In [423]:
import tensorflow as tf
import numpy as np
import math

import matplotlib
from mpl_toolkits.mplot3d import Axes3D
from matplotlib import cm
import matplotlib.pyplot as plt

In [424]:
# let's model y = 5 + x1*x2
def blackboxFn(X1, X2):
    return 6-X1*X2+X1**2+X2**2

def dataset(X1, X2, Y, start_index, N, D):
    X = np.zeros((N,D))
    y = np.zeros((N,1))
    X[:,0] = X1[start_index:start_index+N]
    X[:,1] = X2[start_index:start_index+N]
    y = Y[start_index:start_index+N].reshape(N, 1)
    return X,y

def mu_sigma(X):
    return np.mean(X, axis=0), np.std(X, axis=0)

def scale(X, mu, sigma):
    return (X-mu)/sigma

def blackboxFnScaled(X1, X2, mu, sigma):
    return scale(blackboxFn(X1, X2), mu, sigma)

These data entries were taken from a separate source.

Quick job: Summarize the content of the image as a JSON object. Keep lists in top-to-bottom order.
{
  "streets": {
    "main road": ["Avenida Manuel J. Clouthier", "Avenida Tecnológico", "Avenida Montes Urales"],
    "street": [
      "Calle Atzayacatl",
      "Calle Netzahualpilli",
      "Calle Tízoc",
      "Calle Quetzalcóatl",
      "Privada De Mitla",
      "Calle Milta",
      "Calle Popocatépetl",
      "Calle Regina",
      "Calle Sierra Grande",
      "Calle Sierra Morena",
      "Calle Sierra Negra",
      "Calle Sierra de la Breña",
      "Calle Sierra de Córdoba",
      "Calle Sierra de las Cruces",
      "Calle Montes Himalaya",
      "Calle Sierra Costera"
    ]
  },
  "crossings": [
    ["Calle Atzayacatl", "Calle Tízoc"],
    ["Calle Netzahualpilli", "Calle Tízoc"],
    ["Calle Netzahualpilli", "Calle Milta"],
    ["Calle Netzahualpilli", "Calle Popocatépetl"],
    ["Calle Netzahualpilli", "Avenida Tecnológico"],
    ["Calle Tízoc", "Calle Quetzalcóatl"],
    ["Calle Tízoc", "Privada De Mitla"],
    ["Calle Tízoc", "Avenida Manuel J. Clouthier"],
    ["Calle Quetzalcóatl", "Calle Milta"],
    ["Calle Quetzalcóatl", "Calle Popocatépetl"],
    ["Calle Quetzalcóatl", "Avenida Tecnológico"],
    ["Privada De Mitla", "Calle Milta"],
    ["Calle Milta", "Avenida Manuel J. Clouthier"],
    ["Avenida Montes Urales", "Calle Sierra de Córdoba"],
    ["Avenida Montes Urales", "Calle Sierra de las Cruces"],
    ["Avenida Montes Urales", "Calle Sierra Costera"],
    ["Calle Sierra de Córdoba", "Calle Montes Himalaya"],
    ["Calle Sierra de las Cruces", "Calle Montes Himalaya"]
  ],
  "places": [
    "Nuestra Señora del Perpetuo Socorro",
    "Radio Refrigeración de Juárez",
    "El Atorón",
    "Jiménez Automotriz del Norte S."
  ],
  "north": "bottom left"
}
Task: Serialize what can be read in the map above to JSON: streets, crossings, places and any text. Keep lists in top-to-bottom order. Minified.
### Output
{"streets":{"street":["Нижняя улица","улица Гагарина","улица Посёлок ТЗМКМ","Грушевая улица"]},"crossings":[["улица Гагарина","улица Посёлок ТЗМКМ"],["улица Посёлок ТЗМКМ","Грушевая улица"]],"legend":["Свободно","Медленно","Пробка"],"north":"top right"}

def getReal(X, mu, sigma):
    return X*sigma+mu

In [425]:
N = 100
D = 2
X1 = 16*2*(np.random.rand(N)-0.5)
X2 = 16*2*(np.random.rand(N)-0.5)
Y = blackboxFn(X1, X2)

# 60% training, 20% cross-validation set and 20% test set
start_index = 0
training_N = int(N*0.6)
X_train_, y_train_ = dataset(X1, X2, Y, start_index, training_N, D)

start_index += training_N
cv_N = int(N*0.2)
X_val_, y_val_ = dataset(X1, X2, Y, start_index, cv_N, D)

start_index += cv_N
test_N = int(N*0.2)
X_test_, y_test_ = dataset(X1, X2, Y, start_index, test_N, D)

In [426]:
X_mu, X_sigma = mu_sigma(X_train_)
y_mu, y_sigma = mu_sigma(y_train_)
print("X_mu: ", X_mu)
print("X_sigma: ", X_sigma)
print("y_mu: ", y_mu)
print("y_sigma: ", y_sigma)

# scale
X_train = scale(X_train_, X_mu, X_sigma)
y_train = scale(y_train_, y_mu, y_sigma)

X_val = scale(X_val_, X_mu, X_sigma)
y_val = scale(y_val_, y_mu, y_sigma)

X_test = scale(X_test_, X_mu, X_sigma)
y_test = scale(y_test_, y_mu, y_sigma)


X_mu:  [ 3.4598753   1.57742161]
X_sigma:  [ 8.03309987  9.03217019]
y_mu:  [ 169.69421724]
y_sigma:  [ 124.27774273]

In [427]:
def show_3D_plot(X1, X2, Y, name, plot="surface"):
    %matplotlib notebook
    fig = plt.figure(figsize=(9,6))
    ax = fig.add_subplot(111, projection='3d')
    surf = None
    if plot == "scatter":
        surf = ax.scatter(X1, X2, Y)
    else:
        surf = ax.plot_surface(X1, X2, Y, rstride=1, cstride=1, cmap=cm.coolwarm, linewidth=0, antialiased=False)
        fig.colorbar(surf, shrink=0.5, aspect=5)
    plt.title(name)
    plt.ion()
    plt.show()
    plt.savefig(name+'.png')

def surface_plot(X, name):
    X1_sorted = np.sort(X[:,0])
    X2_sorted = np.sort(X[:,1])
    X1,X2 = np.meshgrid(X1_sorted, X2_sorted)
    Y = blackboxFn(X1, X2)
    X1 = scale(X1, X_mu[0], X_sigma[0])
    X2 = scale(X2, X_mu[1], X_sigma[1])
    Y = scale(Y, y_mu[0], y_sigma[0])
    ind = np.argwhere(Y == np.min(Y))
    ix = ind[0,0]
    iy = ind[0,1]
    print("Optim X : ", X1[ix, iy], ",", X2[ix, iy])
    print("Y val: ", Y[ix, iy])
    print("Unscaled X val:", getReal(X1[ix, iy], X_mu[0], X_sigma[0]), ", ",getReal(X2[ix, iy], X_mu[1], X_sigma[1]))
    print("Unscaled Y val: ", getReal(Y[ix, iy], y_mu[0], y_sigma[0]))
    show_3D_plot(X1, X2, Y, name)

In [428]:
surface_plot(X_train_, "Function Plot")


Optim X :  -0.426332335147 , -0.177304291982
Y val:  -1.31714304609
Unscaled X val: 0.0351050714519 ,  -0.0240209333734
Unscaled Y val:  6.00265262786

In [429]:
show_3D_plot(X_train[:,0], X_train[:,1], y_train, "Training Data Points", "scatter")



In [431]:
def weight_variable(shape, name):
    initial = tf.truncated_normal(shape, stddev=0.1)
    return tf.Variable(initial, name=name)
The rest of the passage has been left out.